** Work required **
Copy out, from the entries below, each line holding the string "junction".

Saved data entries

--------------------

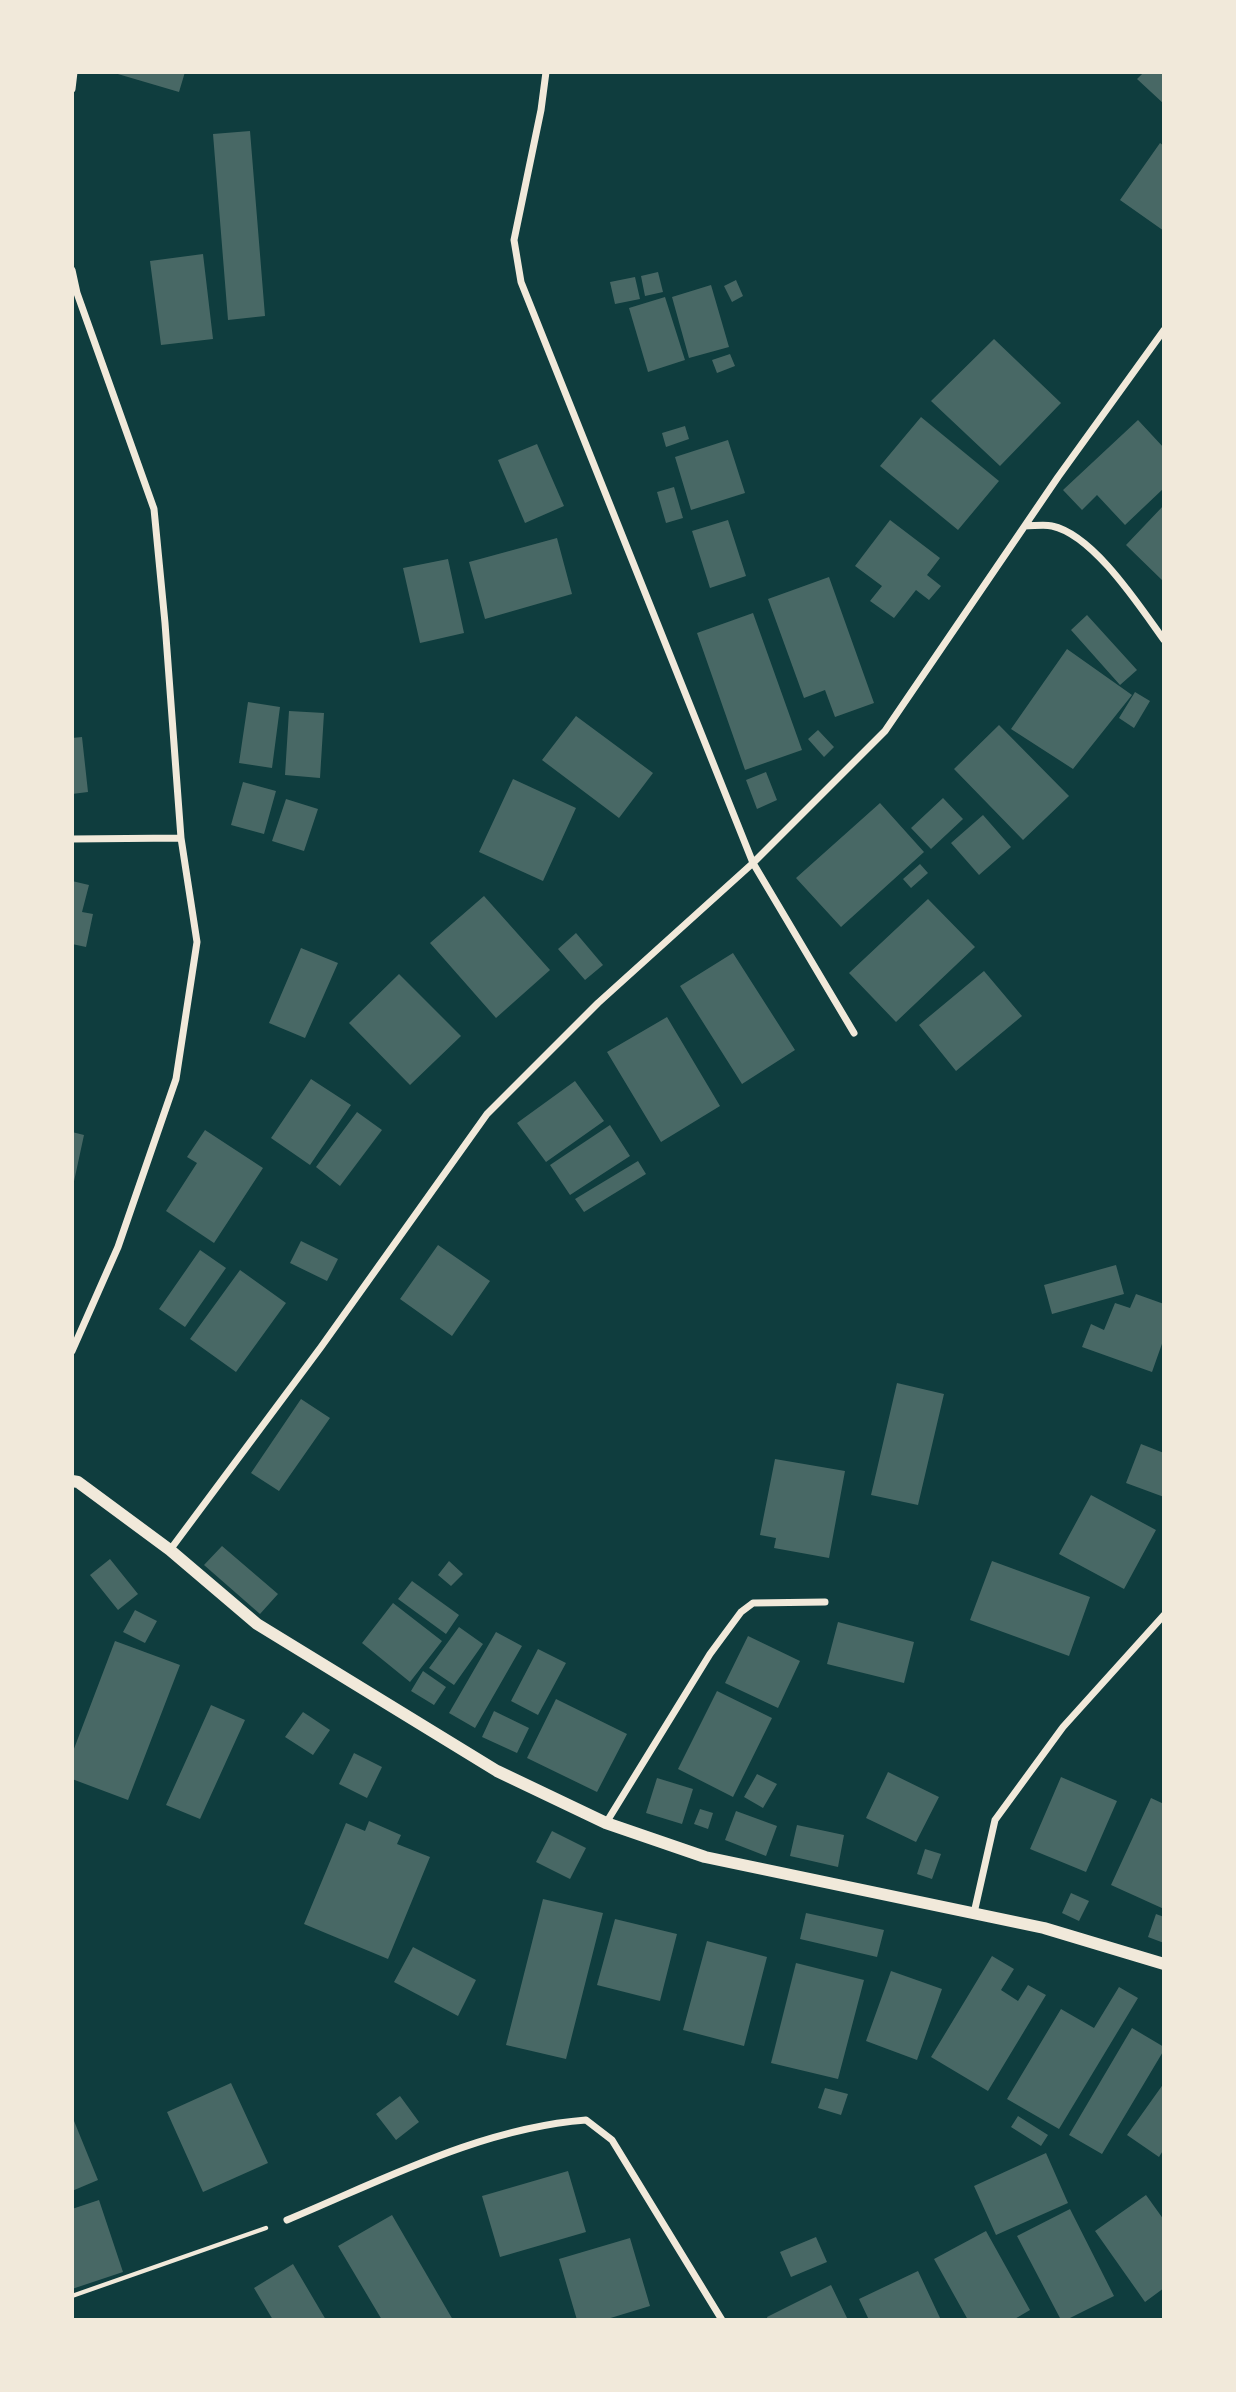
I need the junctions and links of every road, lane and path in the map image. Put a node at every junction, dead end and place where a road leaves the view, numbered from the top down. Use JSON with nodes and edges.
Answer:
{"nodes":[{"id":1,"x":74,"y":72,"type":"edge"},
{"id":2,"x":546,"y":72,"type":"edge"},
{"id":3,"x":72,"y":89,"type":"edge"},
{"id":4,"x":72,"y":270,"type":"edge"},
{"id":5,"x":1164,"y":330,"type":"edge"},
{"id":6,"x":1025,"y":526,"type":"junction"},
{"id":7,"x":1164,"y":640,"type":"edge"},
{"id":8,"x":181,"y":838,"type":"junction"},
{"id":9,"x":72,"y":839,"type":"edge"},
{"id":10,"x":753,"y":863,"type":"junction"},
{"id":11,"x":854,"y":1033,"type":"dead end"},
{"id":12,"x":72,"y":1351,"type":"edge"},
{"id":13,"x":74,"y":1479,"type":"edge"},
{"id":14,"x":170,"y":1550,"type":"junction"},
{"id":15,"x":825,"y":1602,"type":"dead end"},
{"id":16,"x":1164,"y":1615,"type":"edge"},
{"id":17,"x":606,"y":1823,"type":"junction"},
{"id":18,"x":974,"y":1913,"type":"junction"},
{"id":19,"x":1164,"y":1964,"type":"edge"},
{"id":20,"x":288,"y":2220,"type":"joint"},
{"id":21,"x":72,"y":2296,"type":"edge"},
{"id":22,"x":722,"y":2320,"type":"edge"}],
"edges":[{"from":1,"to":3,"type":"street"},
{"from":2,"to":10,"type":"street"},
{"from":4,"to":8,"type":"street"},
{"from":5,"to":6,"type":"street"},
{"from":6,"to":7,"type":"street"},
{"from":6,"to":10,"type":"street"},
{"from":8,"to":9,"type":"street"},
{"from":8,"to":12,"type":"street"},
{"from":10,"to":11,"type":"street"},
{"from":10,"to":14,"type":"street"},
{"from":13,"to":14,"type":"street"},
{"from":14,"to":17,"type":"street"},
{"from":15,"to":17,"type":"street"},
{"from":16,"to":18,"type":"street"},
{"from":17,"to":18,"type":"street"},
{"from":18,"to":19,"type":"street"},
{"from":20,"to":21,"type":"path"},
{"from":20,"to":22,"type":"street"}]}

--------------------

** Written solution **
I need the junctions and links of every road, lane and path in the map image. Put a node at every junction, dead end and place where a road leaves the view, numbered from the top down. Use JSON with nodes and edges.
{"id":6,"x":1025,"y":526,"type":"junction"},
{"id":8,"x":181,"y":838,"type":"junction"},
{"id":10,"x":753,"y":863,"type":"junction"},
{"id":14,"x":170,"y":1550,"type":"junction"},
{"id":17,"x":606,"y":1823,"type":"junction"},
{"id":18,"x":974,"y":1913,"type":"junction"},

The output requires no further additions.